Czy bezdomność, bezrobocie to wyrok? Nie, można się z tego podnieść, choć to bardzo trudne. Taką sytuacje pokazuje film Kasi Adamik "Boisko bezdomnych". Nie jest to hurraoptymistyczna opowiastka, lecz bardzo realistyczna historia kilku bezdomnych, którzy dzięki sportowi odzyskują szacunek do siebie.
Jacek Mróz, niegdyś znany piłkarz, obecnie alkoholik obarczony problemami rodzinnymi, "ląduje" jako bezdomny na warszawskim Dworcu Centralnym. Tam zaprzyjaźnia się z Księdzem, Kosmonautą, Ministrem, Wariatem, Górnikiem, Rolnikiem i Indorem - takimi samymi jak on facetami “po przejściach”. Pewnego dnia mężczyźni zakładają drużynę piłkarską i zaczynają trenować pod okiem Jacka.
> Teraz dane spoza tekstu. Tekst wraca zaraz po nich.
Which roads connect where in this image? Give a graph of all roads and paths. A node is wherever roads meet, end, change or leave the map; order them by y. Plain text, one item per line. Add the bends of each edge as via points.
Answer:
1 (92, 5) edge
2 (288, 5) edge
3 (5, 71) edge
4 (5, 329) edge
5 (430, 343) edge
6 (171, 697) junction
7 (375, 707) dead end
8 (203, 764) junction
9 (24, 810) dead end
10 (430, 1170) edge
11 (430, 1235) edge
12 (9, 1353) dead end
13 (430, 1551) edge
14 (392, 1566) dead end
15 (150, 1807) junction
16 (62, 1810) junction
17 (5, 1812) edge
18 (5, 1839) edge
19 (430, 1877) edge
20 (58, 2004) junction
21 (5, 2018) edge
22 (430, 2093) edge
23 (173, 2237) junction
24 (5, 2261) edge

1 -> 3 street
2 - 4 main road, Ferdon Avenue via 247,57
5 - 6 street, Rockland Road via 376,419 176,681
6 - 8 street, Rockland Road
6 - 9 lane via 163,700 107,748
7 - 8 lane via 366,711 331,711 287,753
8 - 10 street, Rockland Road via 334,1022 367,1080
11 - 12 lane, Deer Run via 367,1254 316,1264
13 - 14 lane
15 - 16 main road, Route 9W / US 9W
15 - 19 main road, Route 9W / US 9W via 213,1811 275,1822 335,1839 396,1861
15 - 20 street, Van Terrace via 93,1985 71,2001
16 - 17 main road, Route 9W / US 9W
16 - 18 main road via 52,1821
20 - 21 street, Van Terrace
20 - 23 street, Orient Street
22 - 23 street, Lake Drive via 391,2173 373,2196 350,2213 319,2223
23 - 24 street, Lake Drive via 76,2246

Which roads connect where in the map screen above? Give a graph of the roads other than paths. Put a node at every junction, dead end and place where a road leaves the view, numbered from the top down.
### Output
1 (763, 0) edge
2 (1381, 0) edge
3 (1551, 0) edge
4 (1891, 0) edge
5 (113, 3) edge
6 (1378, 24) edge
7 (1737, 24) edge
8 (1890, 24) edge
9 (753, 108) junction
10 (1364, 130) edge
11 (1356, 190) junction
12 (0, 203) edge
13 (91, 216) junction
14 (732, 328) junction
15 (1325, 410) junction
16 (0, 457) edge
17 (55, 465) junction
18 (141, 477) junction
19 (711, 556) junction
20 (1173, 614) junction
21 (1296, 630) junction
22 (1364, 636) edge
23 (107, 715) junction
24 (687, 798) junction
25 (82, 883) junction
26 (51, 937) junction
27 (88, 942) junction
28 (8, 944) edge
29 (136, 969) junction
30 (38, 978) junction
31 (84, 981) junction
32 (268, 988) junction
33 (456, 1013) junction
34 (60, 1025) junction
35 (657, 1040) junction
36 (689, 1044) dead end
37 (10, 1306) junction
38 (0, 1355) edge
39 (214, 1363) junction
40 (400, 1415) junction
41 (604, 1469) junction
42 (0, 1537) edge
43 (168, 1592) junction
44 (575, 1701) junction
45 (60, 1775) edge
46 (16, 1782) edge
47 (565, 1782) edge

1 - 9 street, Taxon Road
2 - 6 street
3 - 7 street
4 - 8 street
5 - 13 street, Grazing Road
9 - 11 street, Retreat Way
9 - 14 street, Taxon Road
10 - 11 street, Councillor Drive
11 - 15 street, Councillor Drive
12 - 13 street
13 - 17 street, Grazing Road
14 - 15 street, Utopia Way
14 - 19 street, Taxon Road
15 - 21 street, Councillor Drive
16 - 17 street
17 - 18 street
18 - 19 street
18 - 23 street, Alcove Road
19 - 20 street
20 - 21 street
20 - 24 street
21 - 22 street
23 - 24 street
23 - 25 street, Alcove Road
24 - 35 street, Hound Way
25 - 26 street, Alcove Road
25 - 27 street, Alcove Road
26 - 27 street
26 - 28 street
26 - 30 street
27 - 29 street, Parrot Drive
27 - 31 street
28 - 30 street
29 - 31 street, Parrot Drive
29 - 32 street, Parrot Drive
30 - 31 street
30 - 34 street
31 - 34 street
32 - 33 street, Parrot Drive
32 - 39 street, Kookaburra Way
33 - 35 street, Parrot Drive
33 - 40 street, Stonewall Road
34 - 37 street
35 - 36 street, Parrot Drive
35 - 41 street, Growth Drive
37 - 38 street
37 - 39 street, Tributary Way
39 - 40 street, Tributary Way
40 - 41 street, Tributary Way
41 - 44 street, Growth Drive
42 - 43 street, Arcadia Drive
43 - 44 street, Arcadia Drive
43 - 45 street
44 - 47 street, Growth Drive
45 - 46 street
Dryblują na peronach, ćwiczą podania uciekając przed policją i zderzając się z podróżnymi. (W jednej z takich scen przez moment miga na ekranie nawet słynna reżyserka Agnieszka Holland, prywatnie mama Kasi Adamik). Wreszcie zaczynają trenować na Stadionie Dziesięciolecia, który jest tak samo opuszczony i "bezdomny" jak oni. Po pewnym czasie drużyna z Dworca Centralnego wyrusza na piłkarskie mistrzostwa świata bezdomnych.
"Boisko bezdomnych" Kasi Adamik to film o ludziach wyrzuconych na margines, którzy dzięki piłce nożnej odzyskują wiarę w siebie. Sport ich jednoczy, przywraca chęć do życia, wyzwala w nich wolę walki, by zmienić swój los.
Po serii filmów dotykających trudnych problemów społecznych (bezrobocie, przemoc w rodzinie, alkoholizm, bezdomność), by wymienić takie tytuły jak “Cześć, Tereska”, “Edi”, “Komornik”, “Plac Zbawiciela”, pojawił się wreszcie film niby podobny, a jednak inny. Jest w nim optymizm, wiara w człowieka, w jego szlachetność. I wcale nie wypada to kiczowato i nieprawdziwie na ekranie.
Film jest realistyczny. Kasia Adamik bez ogródek pokazuje szarą codzienność, świat w którym funkcjonują bezdomni, a więc mroczne noclegownie, miejskie szalety, jadłodajnie, stare opuszczone magazyny, gdzie mogą spędzić noc przy flaszce wódki. I niechęć otoczenia, ludzi dla których bezdomny to przecież tylko brudny, śmierdzący, ubrany w śmieszne fatałaszki cudak. A przecież za tym cudacznym ubraniem kryją się najczęściej tragiczne, ale i niebanalne życiorysy. Adamik nie unika także ostrych, mocnych scen jak choćby scena śmierci Staszka (Krzysztof Kiersznowski), który zostaje żywcem zamurowany.
Film ma świetną obsadę aktorską, z której wybijają się Marcin Dorociński i Eryk Lubos (nagrodzony na FPFF w Gdyni za najlepszą drugoplanową rolę męską). I w ogóle mi nie przeszkadza, że od początku wiadomo jak się ten film skończy. Natomiast trochę mi przeszkadza, że “Boisko bezdomnych” przypomina pod względem fabuły chiński film Stephena Chow “Shaolin Soccer”, o drużynie piłkarskiej złożonej ze zubożałych mnichów. Ale w sumie jest dobrze. Tak trzymać pani Kasiu.
Boisko bezdomnych - dramat społeczny, Polska 2008, reż. Kasia Adamik.